→ The problem
Output an exact reproduction of the data.

Dataset entries
--- START ---
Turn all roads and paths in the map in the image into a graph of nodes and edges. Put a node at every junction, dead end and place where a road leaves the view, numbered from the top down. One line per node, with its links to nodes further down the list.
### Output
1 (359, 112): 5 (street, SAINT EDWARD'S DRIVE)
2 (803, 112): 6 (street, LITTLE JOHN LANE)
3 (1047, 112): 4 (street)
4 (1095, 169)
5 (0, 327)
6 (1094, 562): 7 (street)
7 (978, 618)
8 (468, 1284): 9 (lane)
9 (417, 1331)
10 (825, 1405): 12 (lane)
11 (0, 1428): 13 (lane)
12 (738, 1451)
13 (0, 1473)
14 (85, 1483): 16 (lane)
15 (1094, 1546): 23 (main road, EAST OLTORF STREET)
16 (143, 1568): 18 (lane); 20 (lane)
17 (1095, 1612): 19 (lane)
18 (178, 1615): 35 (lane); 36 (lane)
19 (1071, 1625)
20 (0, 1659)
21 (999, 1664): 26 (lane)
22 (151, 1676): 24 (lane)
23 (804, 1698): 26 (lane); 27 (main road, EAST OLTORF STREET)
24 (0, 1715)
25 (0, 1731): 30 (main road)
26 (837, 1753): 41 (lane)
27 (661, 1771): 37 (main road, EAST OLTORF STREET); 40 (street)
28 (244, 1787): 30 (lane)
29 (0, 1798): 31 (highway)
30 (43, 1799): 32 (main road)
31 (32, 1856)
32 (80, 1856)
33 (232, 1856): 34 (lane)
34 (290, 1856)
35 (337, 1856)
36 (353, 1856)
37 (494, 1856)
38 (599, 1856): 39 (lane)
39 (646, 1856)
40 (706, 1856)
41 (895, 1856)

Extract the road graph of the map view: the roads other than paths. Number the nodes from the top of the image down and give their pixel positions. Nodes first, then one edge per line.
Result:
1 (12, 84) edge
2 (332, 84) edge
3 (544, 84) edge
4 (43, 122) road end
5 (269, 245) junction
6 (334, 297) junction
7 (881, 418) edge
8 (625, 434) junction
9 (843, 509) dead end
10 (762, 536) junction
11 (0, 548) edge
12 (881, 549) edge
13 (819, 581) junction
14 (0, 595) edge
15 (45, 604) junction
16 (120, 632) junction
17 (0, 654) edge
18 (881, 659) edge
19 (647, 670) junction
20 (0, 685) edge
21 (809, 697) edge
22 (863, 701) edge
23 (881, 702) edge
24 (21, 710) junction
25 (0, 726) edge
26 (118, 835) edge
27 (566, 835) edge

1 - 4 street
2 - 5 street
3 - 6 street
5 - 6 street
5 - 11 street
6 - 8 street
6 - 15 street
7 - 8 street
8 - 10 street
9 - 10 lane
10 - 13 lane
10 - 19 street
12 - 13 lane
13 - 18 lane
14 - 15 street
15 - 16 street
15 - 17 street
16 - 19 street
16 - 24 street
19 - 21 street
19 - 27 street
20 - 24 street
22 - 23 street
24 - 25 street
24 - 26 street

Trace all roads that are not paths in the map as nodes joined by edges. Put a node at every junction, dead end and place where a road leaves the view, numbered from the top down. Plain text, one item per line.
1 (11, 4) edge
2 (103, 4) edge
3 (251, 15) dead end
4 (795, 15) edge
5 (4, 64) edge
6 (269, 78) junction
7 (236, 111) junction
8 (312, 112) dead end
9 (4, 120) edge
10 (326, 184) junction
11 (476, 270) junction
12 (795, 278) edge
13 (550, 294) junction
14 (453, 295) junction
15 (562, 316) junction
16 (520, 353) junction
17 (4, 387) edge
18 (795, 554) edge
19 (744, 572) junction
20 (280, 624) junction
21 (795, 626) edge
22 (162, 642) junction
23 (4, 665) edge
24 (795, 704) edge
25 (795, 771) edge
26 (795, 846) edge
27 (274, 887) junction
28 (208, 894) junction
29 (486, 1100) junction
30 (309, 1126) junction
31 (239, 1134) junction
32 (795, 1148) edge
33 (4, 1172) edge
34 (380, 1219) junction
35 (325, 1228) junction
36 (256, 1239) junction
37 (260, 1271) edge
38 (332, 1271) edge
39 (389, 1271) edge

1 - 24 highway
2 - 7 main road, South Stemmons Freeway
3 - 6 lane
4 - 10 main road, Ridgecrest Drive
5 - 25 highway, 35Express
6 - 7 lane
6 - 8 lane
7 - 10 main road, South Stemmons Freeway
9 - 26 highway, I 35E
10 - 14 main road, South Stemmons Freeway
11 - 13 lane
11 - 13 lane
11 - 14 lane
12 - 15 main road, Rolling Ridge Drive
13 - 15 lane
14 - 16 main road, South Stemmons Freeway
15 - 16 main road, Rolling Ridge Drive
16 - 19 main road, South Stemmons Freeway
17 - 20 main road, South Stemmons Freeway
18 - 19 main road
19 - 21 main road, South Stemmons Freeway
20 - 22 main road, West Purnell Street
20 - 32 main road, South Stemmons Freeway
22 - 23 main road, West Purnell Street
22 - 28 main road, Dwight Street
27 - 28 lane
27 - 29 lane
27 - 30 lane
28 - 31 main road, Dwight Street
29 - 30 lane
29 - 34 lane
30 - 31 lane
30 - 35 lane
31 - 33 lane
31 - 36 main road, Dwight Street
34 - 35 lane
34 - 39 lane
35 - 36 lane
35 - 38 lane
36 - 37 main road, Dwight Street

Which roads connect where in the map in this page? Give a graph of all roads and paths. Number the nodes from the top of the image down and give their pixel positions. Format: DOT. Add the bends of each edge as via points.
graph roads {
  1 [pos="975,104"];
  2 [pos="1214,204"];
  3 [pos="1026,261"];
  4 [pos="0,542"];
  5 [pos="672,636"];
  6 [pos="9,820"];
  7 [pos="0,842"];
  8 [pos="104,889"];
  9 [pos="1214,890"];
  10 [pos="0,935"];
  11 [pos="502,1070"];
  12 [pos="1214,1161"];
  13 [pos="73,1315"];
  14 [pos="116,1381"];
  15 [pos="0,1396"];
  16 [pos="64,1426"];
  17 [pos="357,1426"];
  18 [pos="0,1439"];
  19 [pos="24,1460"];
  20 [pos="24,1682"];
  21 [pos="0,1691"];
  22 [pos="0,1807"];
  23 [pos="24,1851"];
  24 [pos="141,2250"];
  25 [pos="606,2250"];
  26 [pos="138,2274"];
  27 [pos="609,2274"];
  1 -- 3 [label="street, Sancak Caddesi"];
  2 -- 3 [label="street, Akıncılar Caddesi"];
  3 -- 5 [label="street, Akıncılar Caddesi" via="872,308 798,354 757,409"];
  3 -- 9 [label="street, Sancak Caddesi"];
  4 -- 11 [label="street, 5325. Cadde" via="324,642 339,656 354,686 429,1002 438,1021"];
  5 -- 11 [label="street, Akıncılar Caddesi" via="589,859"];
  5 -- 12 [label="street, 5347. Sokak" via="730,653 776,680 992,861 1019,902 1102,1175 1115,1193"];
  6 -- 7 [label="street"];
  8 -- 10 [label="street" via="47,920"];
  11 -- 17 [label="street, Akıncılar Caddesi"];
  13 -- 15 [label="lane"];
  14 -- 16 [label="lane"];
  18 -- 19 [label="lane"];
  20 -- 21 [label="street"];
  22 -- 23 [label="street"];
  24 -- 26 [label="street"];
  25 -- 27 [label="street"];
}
--- END ---
→ Response to this exercise
Turn all roads and paths in the map in the image into a graph of nodes and edges. Put a node at every junction, dead end and place where a road leaves the view, numbered from the top down. One line per node, with its links to nodes further down the list.
### Output
1 (359, 112): 5 (street, SAINT EDWARD'S DRIVE)
2 (803, 112): 6 (street, LITTLE JOHN LANE)
3 (1047, 112): 4 (street)
4 (1095, 169)
5 (0, 327)
6 (1094, 562): 7 (street)
7 (978, 618)
8 (468, 1284): 9 (lane)
9 (417, 1331)
10 (825, 1405): 12 (lane)
11 (0, 1428): 13 (lane)
12 (738, 1451)
13 (0, 1473)
14 (85, 1483): 16 (lane)
15 (1094, 1546): 23 (main road, EAST OLTORF STREET)
16 (143, 1568): 18 (lane); 20 (lane)
17 (1095, 1612): 19 (lane)
18 (178, 1615): 35 (lane); 36 (lane)
19 (1071, 1625)
20 (0, 1659)
21 (999, 1664): 26 (lane)
22 (151, 1676): 24 (lane)
23 (804, 1698): 26 (lane); 27 (main road, EAST OLTORF STREET)
24 (0, 1715)
25 (0, 1731): 30 (main road)
26 (837, 1753): 41 (lane)
27 (661, 1771): 37 (main road, EAST OLTORF STREET); 40 (street)
28 (244, 1787): 30 (lane)
29 (0, 1798): 31 (highway)
30 (43, 1799): 32 (main road)
31 (32, 1856)
32 (80, 1856)
33 (232, 1856): 34 (lane)
34 (290, 1856)
35 (337, 1856)
36 (353, 1856)
37 (494, 1856)
38 (599, 1856): 39 (lane)
39 (646, 1856)
40 (706, 1856)
41 (895, 1856)

Extract the road graph of the map view: the roads other than paths. Number the nodes from the top of the image down and give their pixel positions. Nodes first, then one edge per line.
Result:
1 (12, 84) edge
2 (332, 84) edge
3 (544, 84) edge
4 (43, 122) road end
5 (269, 245) junction
6 (334, 297) junction
7 (881, 418) edge
8 (625, 434) junction
9 (843, 509) dead end
10 (762, 536) junction
11 (0, 548) edge
12 (881, 549) edge
13 (819, 581) junction
14 (0, 595) edge
15 (45, 604) junction
16 (120, 632) junction
17 (0, 654) edge
18 (881, 659) edge
19 (647, 670) junction
20 (0, 685) edge
21 (809, 697) edge
22 (863, 701) edge
23 (881, 702) edge
24 (21, 710) junction
25 (0, 726) edge
26 (118, 835) edge
27 (566, 835) edge

1 - 4 street
2 - 5 street
3 - 6 street
5 - 6 street
5 - 11 street
6 - 8 street
6 - 15 street
7 - 8 street
8 - 10 street
9 - 10 lane
10 - 13 lane
10 - 19 street
12 - 13 lane
13 - 18 lane
14 - 15 street
15 - 16 street
15 - 17 street
16 - 19 street
16 - 24 street
19 - 21 street
19 - 27 street
20 - 24 street
22 - 23 street
24 - 25 street
24 - 26 street

Trace all roads that are not paths in the map as nodes joined by edges. Put a node at every junction, dead end and place where a road leaves the view, numbered from the top down. Plain text, one item per line.
1 (11, 4) edge
2 (103, 4) edge
3 (251, 15) dead end
4 (795, 15) edge
5 (4, 64) edge
6 (269, 78) junction
7 (236, 111) junction
8 (312, 112) dead end
9 (4, 120) edge
10 (326, 184) junction
11 (476, 270) junction
12 (795, 278) edge
13 (550, 294) junction
14 (453, 295) junction
15 (562, 316) junction
16 (520, 353) junction
17 (4, 387) edge
18 (795, 554) edge
19 (744, 572) junction
20 (280, 624) junction
21 (795, 626) edge
22 (162, 642) junction
23 (4, 665) edge
24 (795, 704) edge
25 (795, 771) edge
26 (795, 846) edge
27 (274, 887) junction
28 (208, 894) junction
29 (486, 1100) junction
30 (309, 1126) junction
31 (239, 1134) junction
32 (795, 1148) edge
33 (4, 1172) edge
34 (380, 1219) junction
35 (325, 1228) junction
36 (256, 1239) junction
37 (260, 1271) edge
38 (332, 1271) edge
39 (389, 1271) edge

1 - 24 highway
2 - 7 main road, South Stemmons Freeway
3 - 6 lane
4 - 10 main road, Ridgecrest Drive
5 - 25 highway, 35Express
6 - 7 lane
6 - 8 lane
7 - 10 main road, South Stemmons Freeway
9 - 26 highway, I 35E
10 - 14 main road, South Stemmons Freeway
11 - 13 lane
11 - 13 lane
11 - 14 lane
12 - 15 main road, Rolling Ridge Drive
13 - 15 lane
14 - 16 main road, South Stemmons Freeway
15 - 16 main road, Rolling Ridge Drive
16 - 19 main road, South Stemmons Freeway
17 - 20 main road, South Stemmons Freeway
18 - 19 main road
19 - 21 main road, South Stemmons Freeway
20 - 22 main road, West Purnell Street
20 - 32 main road, South Stemmons Freeway
22 - 23 main road, West Purnell Street
22 - 28 main road, Dwight Street
27 - 28 lane
27 - 29 lane
27 - 30 lane
28 - 31 main road, Dwight Street
29 - 30 lane
29 - 34 lane
30 - 31 lane
30 - 35 lane
31 - 33 lane
31 - 36 main road, Dwight Street
34 - 35 lane
34 - 39 lane
35 - 36 lane
35 - 38 lane
36 - 37 main road, Dwight Street

Which roads connect where in the map in this page? Give a graph of all roads and paths. Number the nodes from the top of the image down and give their pixel positions. Format: DOT. Add the bends of each edge as via points.
graph roads {
  1 [pos="975,104"];
  2 [pos="1214,204"];
  3 [pos="1026,261"];
  4 [pos="0,542"];
  5 [pos="672,636"];
  6 [pos="9,820"];
  7 [pos="0,842"];
  8 [pos="104,889"];
  9 [pos="1214,890"];
  10 [pos="0,935"];
  11 [pos="502,1070"];
  12 [pos="1214,1161"];
  13 [pos="73,1315"];
  14 [pos="116,1381"];
  15 [pos="0,1396"];
  16 [pos="64,1426"];
  17 [pos="357,1426"];
  18 [pos="0,1439"];
  19 [pos="24,1460"];
  20 [pos="24,1682"];
  21 [pos="0,1691"];
  22 [pos="0,1807"];
  23 [pos="24,1851"];
  24 [pos="141,2250"];
  25 [pos="606,2250"];
  26 [pos="138,2274"];
  27 [pos="609,2274"];
  1 -- 3 [label="street, Sancak Caddesi"];
  2 -- 3 [label="street, Akıncılar Caddesi"];
  3 -- 5 [label="street, Akıncılar Caddesi" via="872,308 798,354 757,409"];
  3 -- 9 [label="street, Sancak Caddesi"];
  4 -- 11 [label="street, 5325. Cadde" via="324,642 339,656 354,686 429,1002 438,1021"];
  5 -- 11 [label="street, Akıncılar Caddesi" via="589,859"];
  5 -- 12 [label="street, 5347. Sokak" via="730,653 776,680 992,861 1019,902 1102,1175 1115,1193"];
  6 -- 7 [label="street"];
  8 -- 10 [label="street" via="47,920"];
  11 -- 17 [label="street, Akıncılar Caddesi"];
  13 -- 15 [label="lane"];
  14 -- 16 [label="lane"];
  18 -- 19 [label="lane"];
  20 -- 21 [label="street"];
  22 -- 23 [label="street"];
  24 -- 26 [label="street"];
  25 -- 27 [label="street"];
}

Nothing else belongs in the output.